How the Three Stooges helped me translate the Old Testament
From UkrainianBible
In addition to their well-known contributions to American culture and etiquette, the Three Stooges occasionally help me remember a difficult Hebrew word.
If you took the usual high-school language classes, you ain't seen nothing yet. French, Spanish, German and even Latin are nowhere near as complex as Hebrew and are much easier. Consider one single word I ran into. Deuteronomy 28:64 starts out with the word Vehephitsekhaw. The V means and but the added e converts the following verb tense into its opposite–a past tense becomes a future tense. It also tells you that the next word is a verb, which helps, because at first it looked like a noun with the word "the" attached onto the front. (One of the many reasons why Hebrew is so hard is that many words are so confounded long. Onto the front of a word they'll stick a conjunction, a preposition, the definite article and a verb prefix; and then on the back they'll have the personal ending AND a direct object. You can get a whole sentence in one word! And as long as the words are, some of them disappear so you can't find them in the dictionary!)

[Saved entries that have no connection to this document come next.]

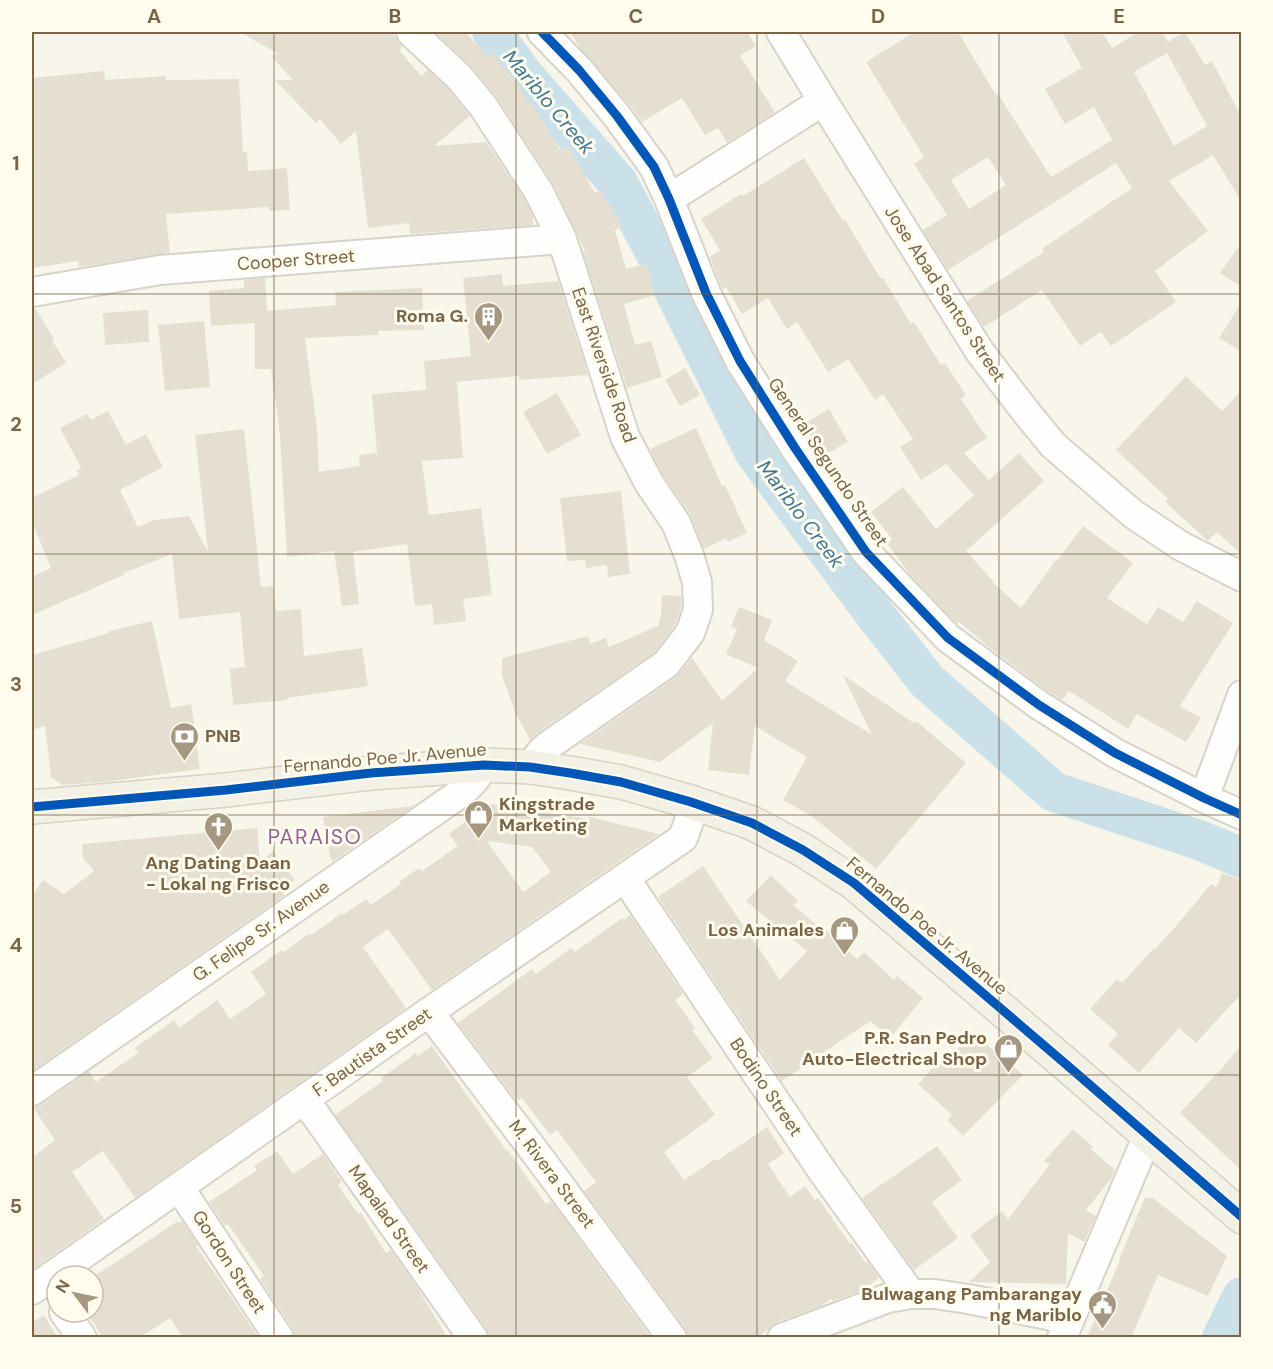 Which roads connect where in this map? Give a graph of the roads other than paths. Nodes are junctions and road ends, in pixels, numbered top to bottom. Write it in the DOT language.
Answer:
graph roads {
  1 [pos="411,32"];
  2 [pos="542,32"];
  3 [pos="781,32"];
  4 [pos="823,101"];
  5 [pos="669,200"];
  6 [pos="562,239"];
  7 [pos="32,292"];
  8 [pos="1242,577"];
  9 [pos="1242,695"];
  10 [pos="484,765"];
  11 [pos="530,767"];
  12 [pos="1204,798"];
  13 [pos="691,802"];
  14 [pos="32,807"];
  15 [pos="1242,815"];
  16 [pos="625,878"];
  17 [pos="429,1012"];
  18 [pos="32,1091"];
  19 [pos="305,1100"];
  20 [pos="1148,1135"];
  21 [pos="179,1187"];
  22 [pos="1242,1217"];
  23 [pos="44,1291"];
  24 [pos="911,1294"];
  25 [pos="72,1324"];
  26 [pos="1066,1330"];
  27 [pos="81,1338"];
  28 [pos="279,1338"];
  29 [pos="473,1338"];
  30 [pos="672,1338"];
  31 [pos="782,1338"];
  1 -- 6 [label="street, East Riverside Road"];
  2 -- 5 [label="street, General Segundo Street"];
  3 -- 4 [label="street, Jose Abad Santos Street"];
  4 -- 5 [label="street"];
  4 -- 8 [label="street, Jose Abad Santos Street"];
  5 -- 12 [label="street, General Segundo Street"];
  6 -- 7 [label="street, Cooper Street"];
  6 -- 11 [label="street, East Riverside Road"];
  9 -- 12 [label="street"];
  10 -- 11 [label="main road, Fernando Poe Jr. Avenue"];
  10 -- 14 [label="main road, Fernando Poe Jr. Avenue"];
  10 -- 18 [label="street, G. Felipe Sr. Avenue"];
  11 -- 13 [label="main road, Fernando Poe Jr. Avenue"];
  12 -- 15 [label="street, General Segundo Street"];
  13 -- 16 [label="street, F. Bautista Street"];
  13 -- 20 [label="main road, Fernando Poe Jr. Avenue"];
  16 -- 17 [label="street, F. Bautista Street"];
  16 -- 24 [label="street, Bodino Street"];
  17 -- 19 [label="street, F. Bautista Street"];
  17 -- 30 [label="street, M. Rivera Street"];
  19 -- 21 [label="street, F. Bautista Street"];
  19 -- 29 [label="street, Mapalad Street"];
  20 -- 22 [label="main road, Fernando Poe Jr. Avenue"];
  20 -- 26 [label="street"];
  21 -- 23 [label="street, F. Bautista Street"];
  21 -- 28 [label="street, Gordon Street"];
  24 -- 26 [label="street"];
  24 -- 31 [label="street"];
  25 -- 27 [label="street"];
}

But one of these prefixes tells you it's a verb, so you can subtract the prefixes and suffixes and the verb is down to manageable size–hephiyts with a direct object of thee. So. We've got it down to the basic verb and its direct object: And somebody will do something to thee, it says. The following word shows that the somebody is the Lord and the thee is obviously Israel. What will He do?
Well, the prefixed letters he on hephiytz can mean various things, but because of the iy in the middle of the verb it means that the Lord will cause Israel to do something. What will the Lord cause Israel to do? Subtract the he and the iy and you have the basic verb. This leaves only two compound letters to analyze, ph and ts, so there must be a hidden letter somewhere because Hebrew verbs all have three consonants. How can I find it in a dictionary if I don't even know how it's spelled? The verb might be yaphats or phatsah but I happen to know that there is a three letter verb phoots, except that it's pronounced poots. This reminds me of the Yiddish slang word putz, which now means an ineffectual bumbler. What ineffectual Jewish bumbler comes immediately to mind? The Three Stooges, of course; they're always putzing around. And when they do Moe says "Spread out!" Which is one of the three meanings of phoots. Spread out, disperse or scatter. So: "The Lord will cause Israel to disperse," or "The Lord will scatter Israel."
And that's how the Three Stooges helped me remember a difficult word whenever it occurs.